Here is a map that Pat /camachininst posted on another thread  NCV map 


As you can see, 3600 and 3700 are right next to the club house and every room will have a view. 3800 & 3900 are the newest bld and every room will have a killer view.


Sometime in the late spring the first of the 4000s bld will open and they all should be great.


----------



## Andar (Mar 26, 2008)

*Newport Coast Villas Labor Day*

Just saw a getaway on II for Labor Day NCV.  Hope someone at Tug gets it, I almost nabbed it but then remembered we will be staying at Cystal Cove in the Cottage.


----------



## Serina (Feb 16, 2011)

*Is this still the best building to request?*



Bill4728 said:


> Here is a map that Pat /camachininst posted on another thread  NCV map
> 
> 
> As you can see, 3600 and 3700 are right next to the club house and every room will have a view. 3800 & 3900 are the newest bld and every room will have a killer view.
> ...



I was searching for building recs for NCV and found this from 2006...just wondering if #3800 & #3900 are what you still suggest for best views? Also, we prefer being on the top floor - how many floors are in each of the buildings? Thanks.


----------



## camachinist (Feb 16, 2011)

Werner Weiss has a current resort map:

http://www.yesterland.com/images-timeshare/ncv-all.jpg

I've been in the 3900 building. IIRC, it has three floors. We got the top floor because of a noise issue with an upstairs neighbor in the 2400 building. This was back when NCV had smoking villas and we were placed in one of those, IIRC 3936, but it didn't have any odor issues and the view was great. However, it is close to Newport Coast Drive and there was some road noise, more so during the weekdays.

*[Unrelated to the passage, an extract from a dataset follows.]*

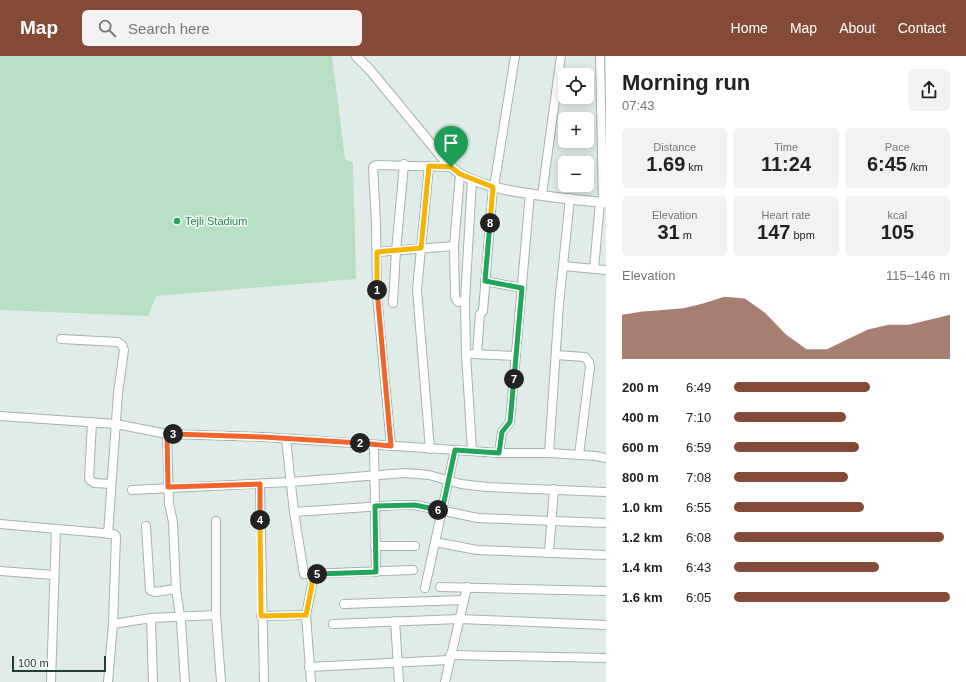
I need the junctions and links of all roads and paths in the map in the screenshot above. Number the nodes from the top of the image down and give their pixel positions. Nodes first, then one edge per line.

I'd suggest staying in the newer section. My tenants have been in a couple of those buildings and liked the views. That said, I was in 4746 (IIRC) last year and there was no ocean view there, just the hills. 

If you wish to know how many floors a particular building has, call the resort. Any building over two floors has an elevator. The third digit of the villa number indicates floor. So, for 4746, it's the 4700 building, 4th floor, villa 6, as an example.


----------



## SueDonJ (Feb 16, 2011)

For general info, dioxide has compiled all of the resort maps here, which is pretty handy if you bookmark it.  Don't know if the NCV map is the updated one ...

(And here's another of his compilations to bookmark, Weeks calendars ...)


----------



## tropical1 (Feb 17, 2011)

Last summer we were on the 3rd floor of 4400.  We loved it.  My picks would be 4000, 4100, 4200 or 4400.


----------